Assigned task:
Please reproduce the entries exactly as they appear below, but not the pictures.

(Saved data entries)
- Opening Delimiter -

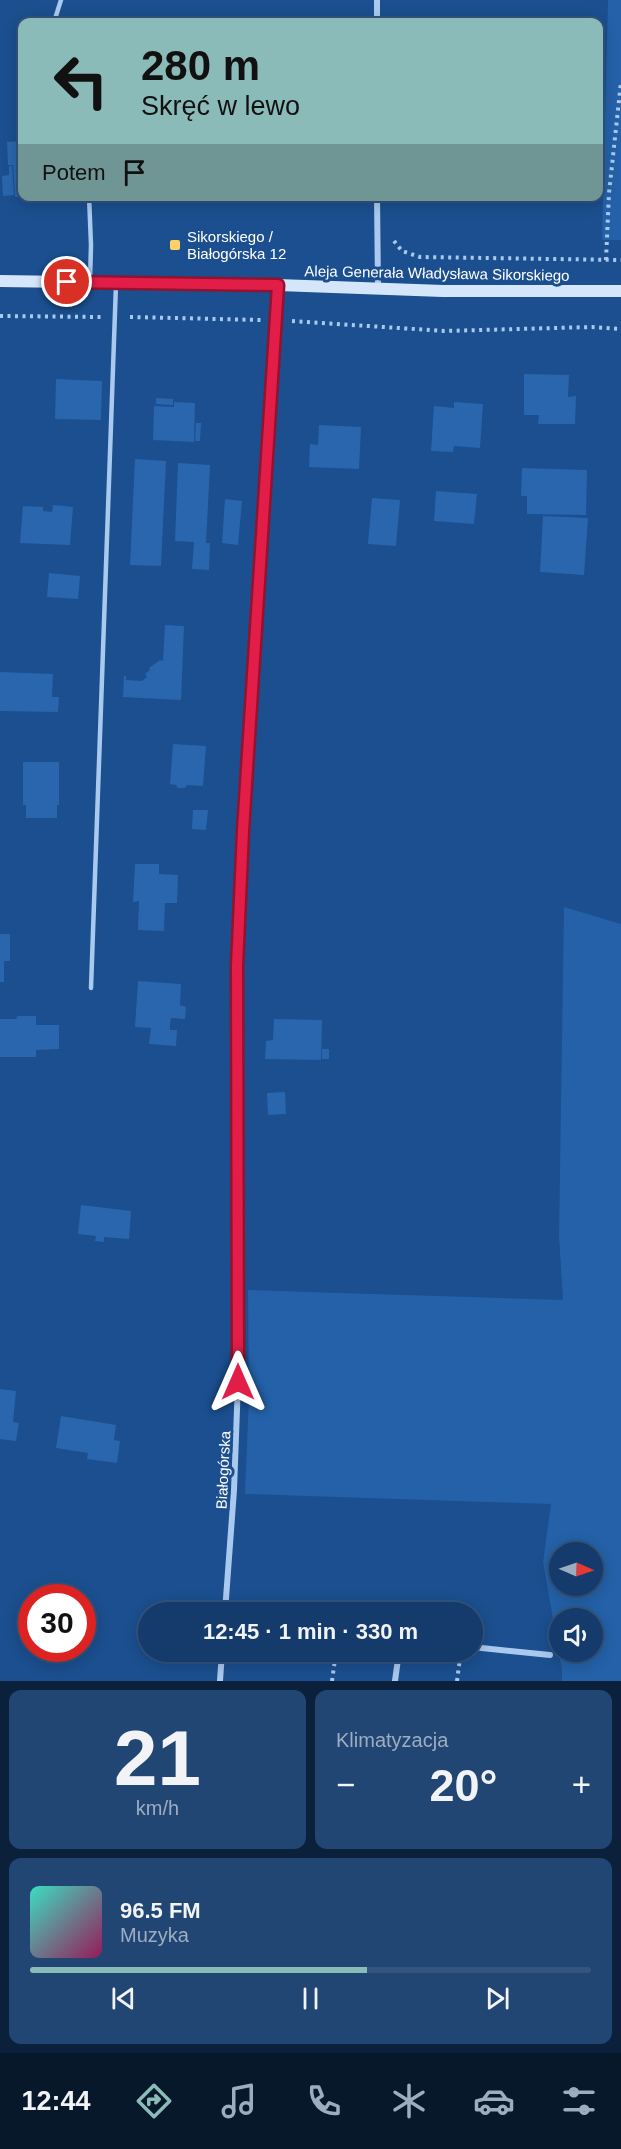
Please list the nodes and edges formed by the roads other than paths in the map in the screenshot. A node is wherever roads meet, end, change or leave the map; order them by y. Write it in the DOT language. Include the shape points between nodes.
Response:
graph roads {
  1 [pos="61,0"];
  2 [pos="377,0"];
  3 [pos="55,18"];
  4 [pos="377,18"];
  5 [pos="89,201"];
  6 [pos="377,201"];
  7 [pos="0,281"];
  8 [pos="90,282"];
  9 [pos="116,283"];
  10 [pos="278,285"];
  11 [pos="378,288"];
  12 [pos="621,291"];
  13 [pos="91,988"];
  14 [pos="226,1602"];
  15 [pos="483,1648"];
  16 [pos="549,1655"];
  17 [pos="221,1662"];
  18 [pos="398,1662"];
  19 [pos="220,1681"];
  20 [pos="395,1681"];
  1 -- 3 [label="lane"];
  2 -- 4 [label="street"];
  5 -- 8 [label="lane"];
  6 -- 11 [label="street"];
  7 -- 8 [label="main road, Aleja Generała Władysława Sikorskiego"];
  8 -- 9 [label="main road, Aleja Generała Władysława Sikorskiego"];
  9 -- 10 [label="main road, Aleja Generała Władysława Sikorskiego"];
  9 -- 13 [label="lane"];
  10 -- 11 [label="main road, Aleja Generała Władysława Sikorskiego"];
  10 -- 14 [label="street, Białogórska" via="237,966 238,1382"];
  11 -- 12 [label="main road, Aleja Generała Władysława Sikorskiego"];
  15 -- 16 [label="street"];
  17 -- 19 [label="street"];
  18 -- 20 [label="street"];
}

- Closing Delimiter -

Answer to the problem:
Please list the nodes and edges formed by the roads other than paths in the map in the screenshot. A node is wherever roads meet, end, change or leave the map; order them by y. Write it in the DOT language. Include the shape points between nodes.
Response:
graph roads {
  1 [pos="61,0"];
  2 [pos="377,0"];
  3 [pos="55,18"];
  4 [pos="377,18"];
  5 [pos="89,201"];
  6 [pos="377,201"];
  7 [pos="0,281"];
  8 [pos="90,282"];
  9 [pos="116,283"];
  10 [pos="278,285"];
  11 [pos="378,288"];
  12 [pos="621,291"];
  13 [pos="91,988"];
  14 [pos="226,1602"];
  15 [pos="483,1648"];
  16 [pos="549,1655"];
  17 [pos="221,1662"];
  18 [pos="398,1662"];
  19 [pos="220,1681"];
  20 [pos="395,1681"];
  1 -- 3 [label="lane"];
  2 -- 4 [label="street"];
  5 -- 8 [label="lane"];
  6 -- 11 [label="street"];
  7 -- 8 [label="main road, Aleja Generała Władysława Sikorskiego"];
  8 -- 9 [label="main road, Aleja Generała Władysława Sikorskiego"];
  9 -- 10 [label="main road, Aleja Generała Władysława Sikorskiego"];
  9 -- 13 [label="lane"];
  10 -- 11 [label="main road, Aleja Generała Władysława Sikorskiego"];
  10 -- 14 [label="street, Białogórska" via="237,966 238,1382"];
  11 -- 12 [label="main road, Aleja Generała Władysława Sikorskiego"];
  15 -- 16 [label="street"];
  17 -- 19 [label="street"];
  18 -- 20 [label="street"];
}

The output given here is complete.